**PROVIDED DATA**
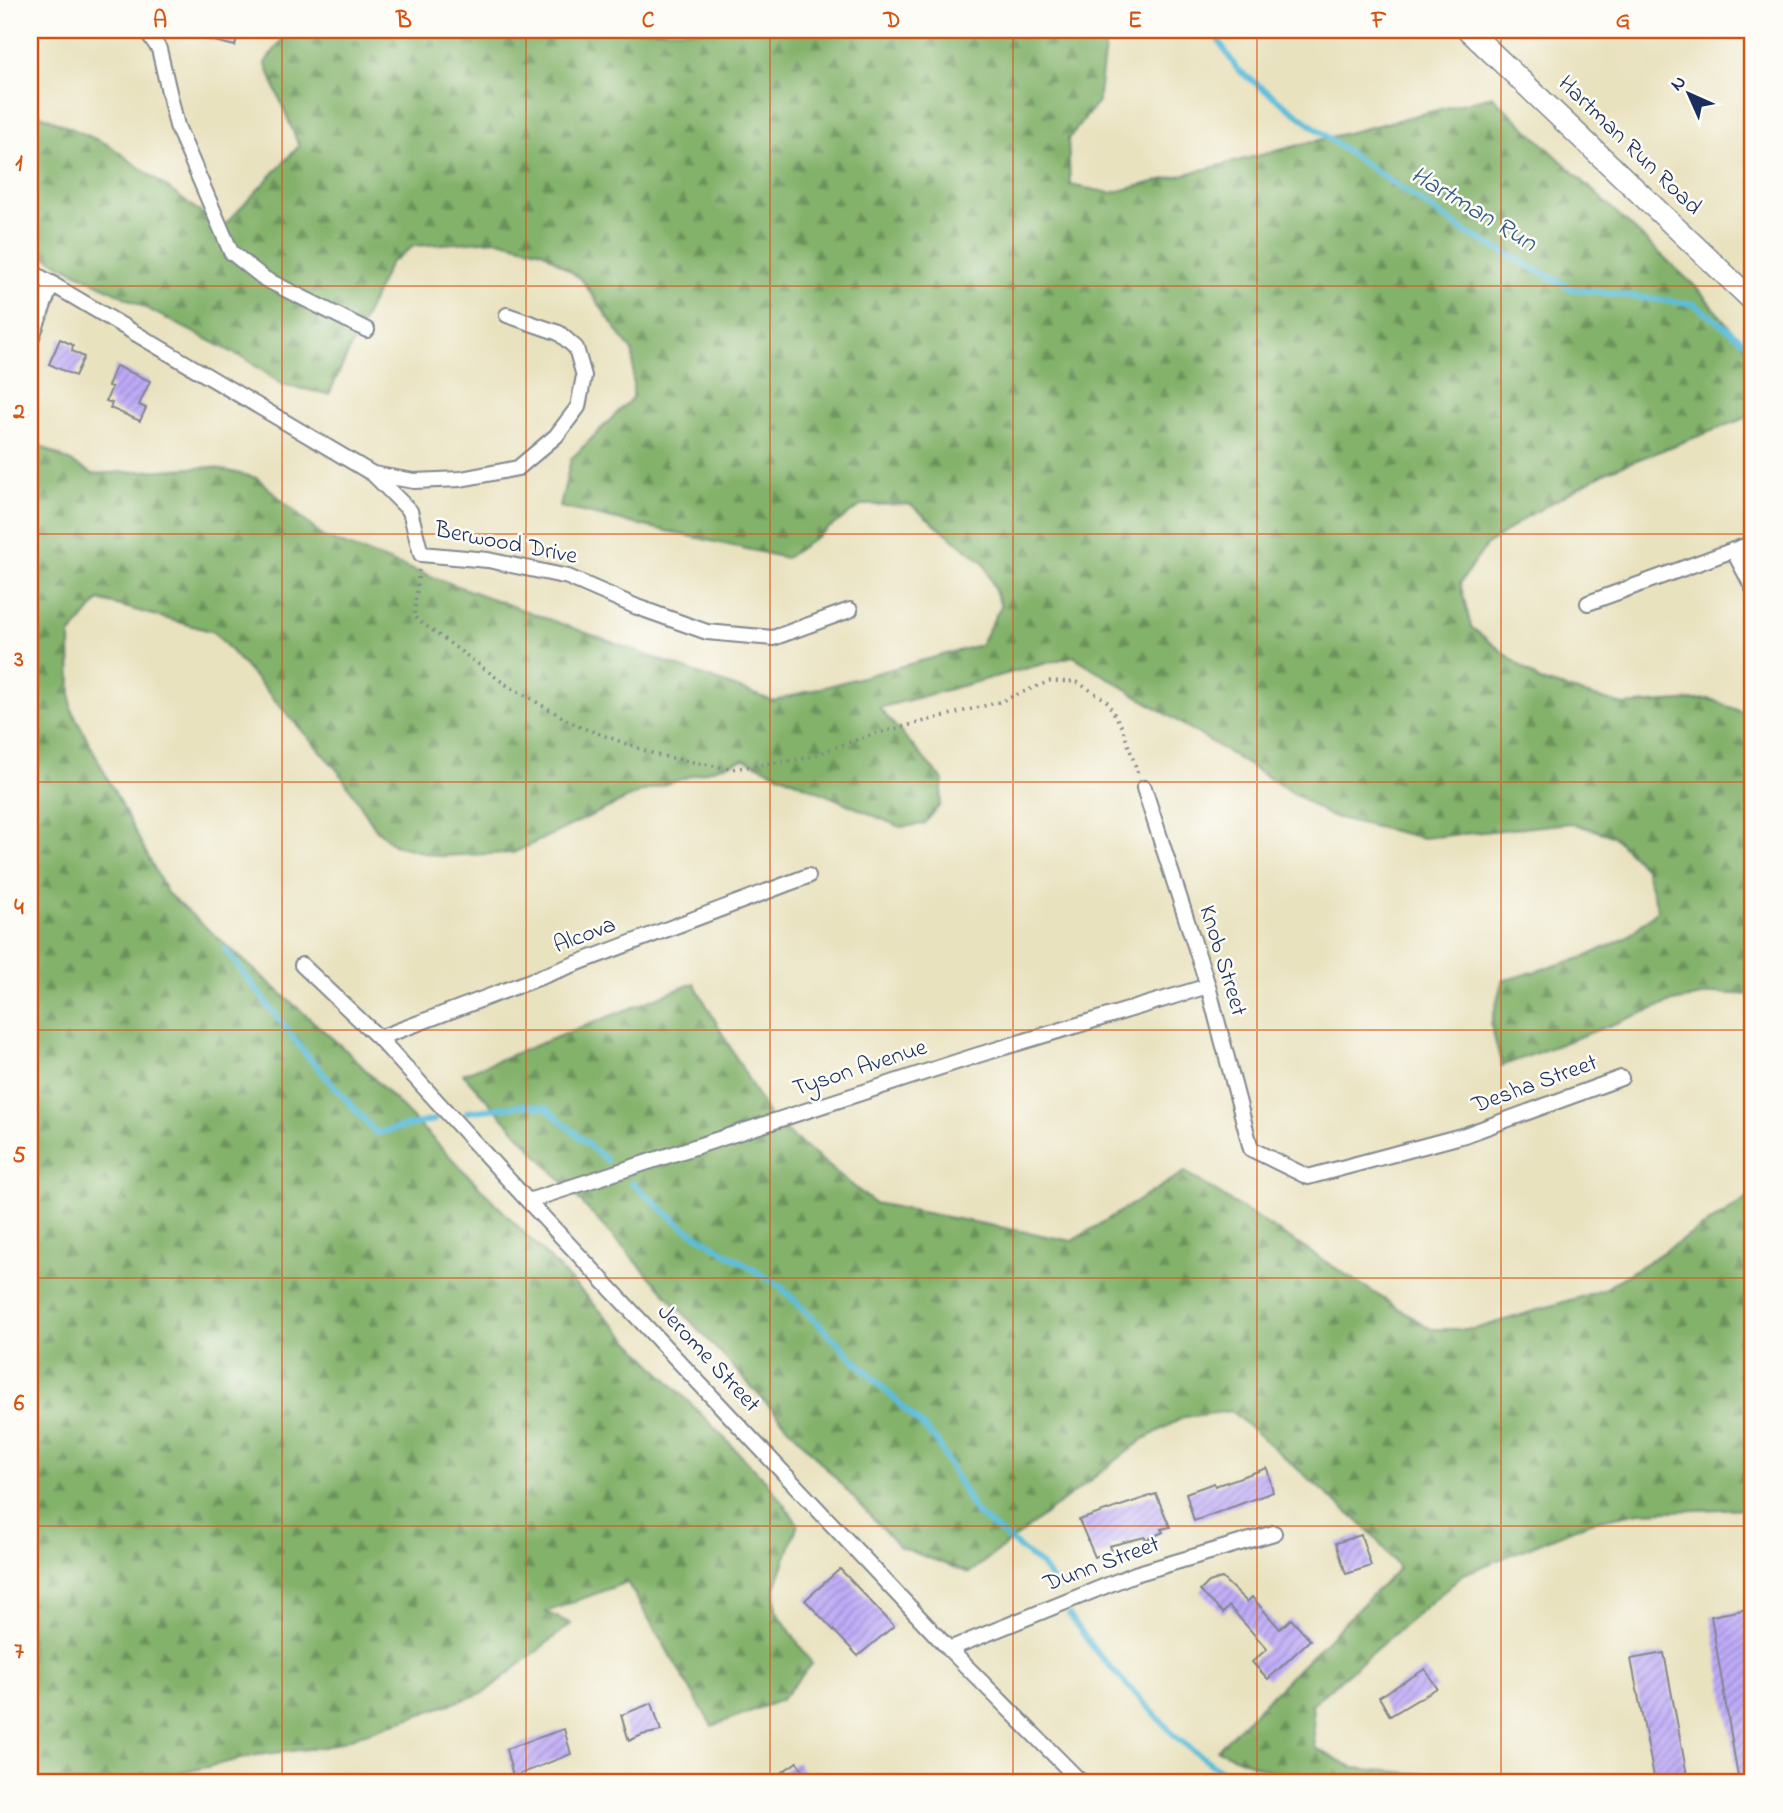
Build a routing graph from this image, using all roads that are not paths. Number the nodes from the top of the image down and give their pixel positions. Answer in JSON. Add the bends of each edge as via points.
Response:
{"nodes":[{"id":1,"x":146,"y":30,"type":"edge"},
{"id":2,"x":1468,"y":30,"type":"edge"},
{"id":3,"x":30,"y":271,"type":"edge"},
{"id":4,"x":52,"y":283,"type":"junction"},
{"id":5,"x":1753,"y":302,"type":"edge"},
{"id":6,"x":507,"y":315,"type":"dead end"},
{"id":7,"x":367,"y":330,"type":"dead end"},
{"id":8,"x":30,"y":342,"type":"edge"},
{"id":9,"x":373,"y":474,"type":"junction"},
{"id":10,"x":1753,"y":543,"type":"edge"},
{"id":11,"x":1733,"y":550,"type":"junction"},
{"id":12,"x":1753,"y":588,"type":"edge"},
{"id":13,"x":1588,"y":603,"type":"dead end"},
{"id":14,"x":850,"y":610,"type":"dead end"},
{"id":15,"x":1144,"y":788,"type":"road end"},
{"id":16,"x":808,"y":876,"type":"dead end"},
{"id":17,"x":302,"y":965,"type":"dead end"},
{"id":18,"x":1208,"y":986,"type":"junction"},
{"id":19,"x":379,"y":1038,"type":"junction"},
{"id":20,"x":1621,"y":1078,"type":"dead end"},
{"id":21,"x":1251,"y":1149,"type":"joint"},
{"id":22,"x":528,"y":1201,"type":"junction"},
{"id":23,"x":1275,"y":1533,"type":"dead end"},
{"id":24,"x":949,"y":1649,"type":"junction"},
{"id":25,"x":1082,"y":1783,"type":"edge"}],
"edges":[{"from":1,"to":7,"type":"street","via":[[159,49],[177,126],[231,252],[265,278]]},
{"from":2,"to":5,"type":"main road","name":"Hartman Run Road"},
{"from":3,"to":4,"type":"street","name":"Berwood Drive"},
{"from":4,"to":8,"type":"street"},
{"from":4,"to":9,"type":"street","name":"Berwood Drive"},
{"from":6,"to":9,"type":"street","via":[[559,333],[576,348],[584,376],[578,407],[556,436],[517,468],[461,479],[414,481]]},
{"from":9,"to":14,"type":"street","name":"Berwood Drive","via":[[410,512],[421,554],[488,560],[568,577],[707,632],[773,638]]},
{"from":10,"to":11,"type":"street"},
{"from":11,"to":12,"type":"street"},
{"from":11,"to":13,"type":"street"},
{"from":15,"to":18,"type":"street","name":"Knob Street"},
{"from":16,"to":19,"type":"street","name":"Alcova"},
{"from":17,"to":19,"type":"street","name":"Jerome Street"},
{"from":18,"to":21,"type":"street","name":"Knob Street"},
{"from":18,"to":22,"type":"street","name":"Tyson Avenue","via":[[978,1055]]},
{"from":19,"to":22,"type":"street","name":"Jerome Street"},
{"from":20,"to":21,"type":"street","name":"Desha Street","via":[[1465,1135],[1308,1177]]},
{"from":22,"to":24,"type":"street","name":"Jerome Street"},
{"from":23,"to":24,"type":"street","name":"Dunn Street","via":[[1135,1574]]},
{"from":24,"to":25,"type":"street","name":"Jerome Street"}]}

**YOUR TASK**
The listing should be transcribed exactly. No picture is to appear in the transcription.

**TASK RESULT**
Build a routing graph from this image, using all roads that are not paths. Number the nodes from the top of the image down and give their pixel positions. Answer in JSON. Add the bends of each edge as via points.
Response:
{"nodes":[{"id":1,"x":146,"y":30,"type":"edge"},
{"id":2,"x":1468,"y":30,"type":"edge"},
{"id":3,"x":30,"y":271,"type":"edge"},
{"id":4,"x":52,"y":283,"type":"junction"},
{"id":5,"x":1753,"y":302,"type":"edge"},
{"id":6,"x":507,"y":315,"type":"dead end"},
{"id":7,"x":367,"y":330,"type":"dead end"},
{"id":8,"x":30,"y":342,"type":"edge"},
{"id":9,"x":373,"y":474,"type":"junction"},
{"id":10,"x":1753,"y":543,"type":"edge"},
{"id":11,"x":1733,"y":550,"type":"junction"},
{"id":12,"x":1753,"y":588,"type":"edge"},
{"id":13,"x":1588,"y":603,"type":"dead end"},
{"id":14,"x":850,"y":610,"type":"dead end"},
{"id":15,"x":1144,"y":788,"type":"road end"},
{"id":16,"x":808,"y":876,"type":"dead end"},
{"id":17,"x":302,"y":965,"type":"dead end"},
{"id":18,"x":1208,"y":986,"type":"junction"},
{"id":19,"x":379,"y":1038,"type":"junction"},
{"id":20,"x":1621,"y":1078,"type":"dead end"},
{"id":21,"x":1251,"y":1149,"type":"joint"},
{"id":22,"x":528,"y":1201,"type":"junction"},
{"id":23,"x":1275,"y":1533,"type":"dead end"},
{"id":24,"x":949,"y":1649,"type":"junction"},
{"id":25,"x":1082,"y":1783,"type":"edge"}],
"edges":[{"from":1,"to":7,"type":"street","via":[[159,49],[177,126],[231,252],[265,278]]},
{"from":2,"to":5,"type":"main road","name":"Hartman Run Road"},
{"from":3,"to":4,"type":"street","name":"Berwood Drive"},
{"from":4,"to":8,"type":"street"},
{"from":4,"to":9,"type":"street","name":"Berwood Drive"},
{"from":6,"to":9,"type":"street","via":[[559,333],[576,348],[584,376],[578,407],[556,436],[517,468],[461,479],[414,481]]},
{"from":9,"to":14,"type":"street","name":"Berwood Drive","via":[[410,512],[421,554],[488,560],[568,577],[707,632],[773,638]]},
{"from":10,"to":11,"type":"street"},
{"from":11,"to":12,"type":"street"},
{"from":11,"to":13,"type":"street"},
{"from":15,"to":18,"type":"street","name":"Knob Street"},
{"from":16,"to":19,"type":"street","name":"Alcova"},
{"from":17,"to":19,"type":"street","name":"Jerome Street"},
{"from":18,"to":21,"type":"street","name":"Knob Street"},
{"from":18,"to":22,"type":"street","name":"Tyson Avenue","via":[[978,1055]]},
{"from":19,"to":22,"type":"street","name":"Jerome Street"},
{"from":20,"to":21,"type":"street","name":"Desha Street","via":[[1465,1135],[1308,1177]]},
{"from":22,"to":24,"type":"street","name":"Jerome Street"},
{"from":23,"to":24,"type":"street","name":"Dunn Street","via":[[1135,1574]]},
{"from":24,"to":25,"type":"street","name":"Jerome Street"}]}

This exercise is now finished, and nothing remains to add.